Welchen Schluss ziehen Sie daraus? Sollte man sich nun selbst manipulieren – sich vor dem Sport einreden, dass er einem gut tun wird?
Da bin ich gespaltener Meinung. Die Studie deutet eher darauf hin, dass nicht die aktuelle Erwartung, sondern die habituelle Erwartungshaltung ausschlaggebend ist für die Wirkung der sportlichen Aktivität. Ich glaube schon, dass Selbstüberzeugung wirken kann – aber eben nur, wenn man davon überzeugt sich. Sich selbst etwas einreden zu wollen, bringt wohl eher nichts. Mein Tipp ist daher, sich auf die Sportarten zu konzentrieren, die einem Spaß machen. Das ist besser, als sich zu einer Aktivität zu zwingen, auf die man keine Lust hat. Und effektiver.

Zur Person

Hendrik Mothes

 

– Mothes wurde am 25.11.1984 in Rodewisch im Vogtland geboren.

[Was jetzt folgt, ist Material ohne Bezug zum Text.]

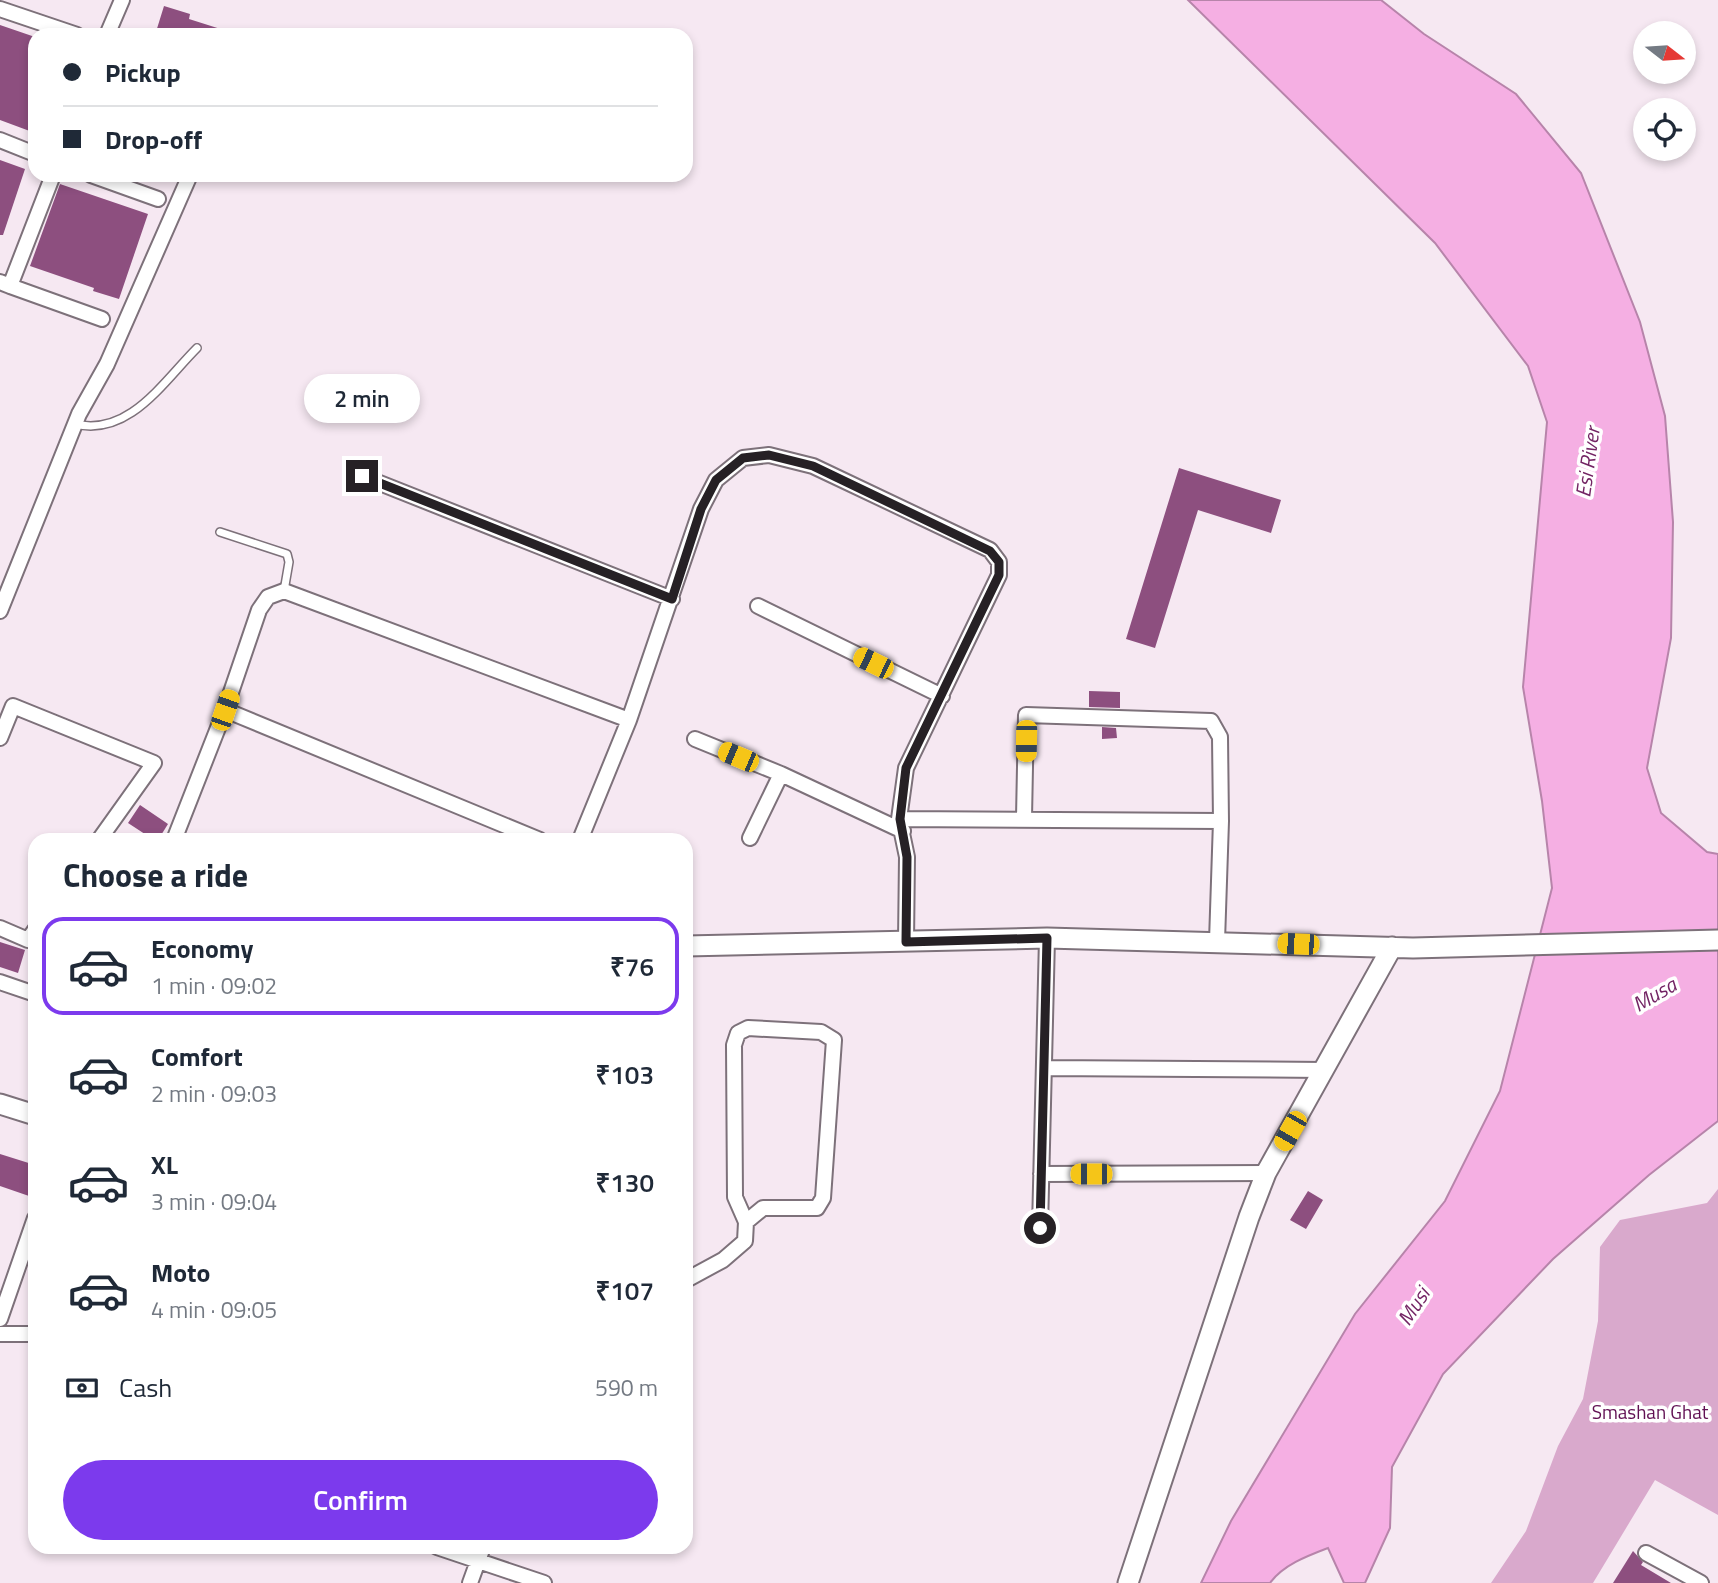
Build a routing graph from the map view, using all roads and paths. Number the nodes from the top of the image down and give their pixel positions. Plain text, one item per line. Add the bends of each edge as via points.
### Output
1 (122, 0) edge
2 (0, 9) edge
3 (56, 28) edge
4 (110, 28) edge
5 (0, 141) edge
6 (28, 152) edge
7 (51, 182) edge
8 (111, 182) edge
9 (187, 182) edge
10 (158, 199) dead end
11 (5, 284) edge
12 (102, 318) dead end
13 (197, 348) dead end
14 (75, 424) junction
15 (362, 476) dead end
16 (220, 532) dead end
17 (284, 591) junction
18 (672, 599) junction
19 (758, 606) dead end
20 (0, 611) edge
21 (942, 696) junction
22 (225, 710) junction
23 (629, 720) junction
24 (0, 738) edge
25 (695, 739) dead end
26 (781, 774) junction
27 (1024, 818) junction
28 (1221, 821) junction
29 (901, 825) junction
30 (104, 833) edge
31 (177, 833) edge
32 (523, 833) edge
33 (583, 833) edge
34 (750, 838) dead end
35 (0, 929) edge
36 (1047, 938) junction
37 (28, 940) edge
38 (1718, 940) edge
39 (1217, 941) junction
40 (906, 942) junction
41 (693, 946) edge
42 (1392, 947) junction
43 (0, 982) edge
44 (28, 992) edge
45 (1044, 1068) junction
46 (1325, 1070) junction
47 (0, 1104) edge
48 (28, 1113) edge
49 (1266, 1173) junction
50 (1041, 1174) junction
51 (747, 1222) junction
52 (1040, 1228) dead end
53 (28, 1242) edge
54 (693, 1276) edge
55 (0, 1319) edge
56 (0, 1334) edge
57 (28, 1334) edge
58 (1646, 1553) dead end
59 (481, 1554) edge
60 (483, 1554) edge
61 (470, 1583) edge
62 (544, 1583) edge
63 (1128, 1583) edge
64 (1701, 1583) edge

1 - 4 street
2 - 3 street
5 - 6 street
7 - 11 street
8 - 10 street
9 - 14 street via 107,364
11 - 12 street
13 - 14 lane via 122,420 104,426
14 - 20 street
15 - 18 street
16 - 17 lane via 287,554
17 - 22 street via 268,597 259,610
17 - 23 street
18 - 21 street via 701,509 716,480 743,458 769,455 813,466 990,551 999,562 999,575
18 - 23 street
19 - 21 street
21 - 29 street via 906,768
22 - 31 street
22 - 32 street
23 - 33 street
24 - 30 street via 13,706 154,763
25 - 26 street
26 - 29 street
26 - 34 street
27 - 28 street
27 - 28 street via 1026,715 1211,721 1220,737
27 - 29 street
28 - 39 street
29 - 40 street via 907,857
35 - 37 street
36 - 39 street
36 - 40 street
36 - 45 street
38 - 42 street
39 - 42 street
40 - 41 street
42 - 46 street
43 - 44 street
45 - 46 street
45 - 50 street
46 - 49 street
47 - 48 street
49 - 50 street
49 - 63 street
50 - 52 street
51 - 51 street via 763,1208 817,1208 823,1198 834,1040 821,1032 748,1028 737,1033 735,1197
51 - 54 street via 745,1241
53 - 55 street
56 - 57 street
58 - 64 street
59 - 61 street
60 - 62 street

– Sein Abitur absolvierte er 2003 am Johann Wolfgang-Goethe-Gymnasium in Auerbach.

– Von 2005 bis 2011 studierte er Psychologie auf Diplom an der TU Dresden mit den Schwerpunkten Klinische Psychologie sowie Arbeits- und Organisationspsychologie.

– Seit 2011 ist er Doktorand am Institut für Sport und Sportwissenschaft an der Albert-Ludwigs-Universität Freiburg. Seine Doktorarbeit schreibt Mothes zum Thema „Mindsets als Moderatoren der gesundheitlichen Effekte körperlicher Aktivität“. Daneben ist er als Akademischer Mitarbeiter im Bereich Sportpsychologie tätig.

– Mothes ist verheiratet und hat zwei Kinder.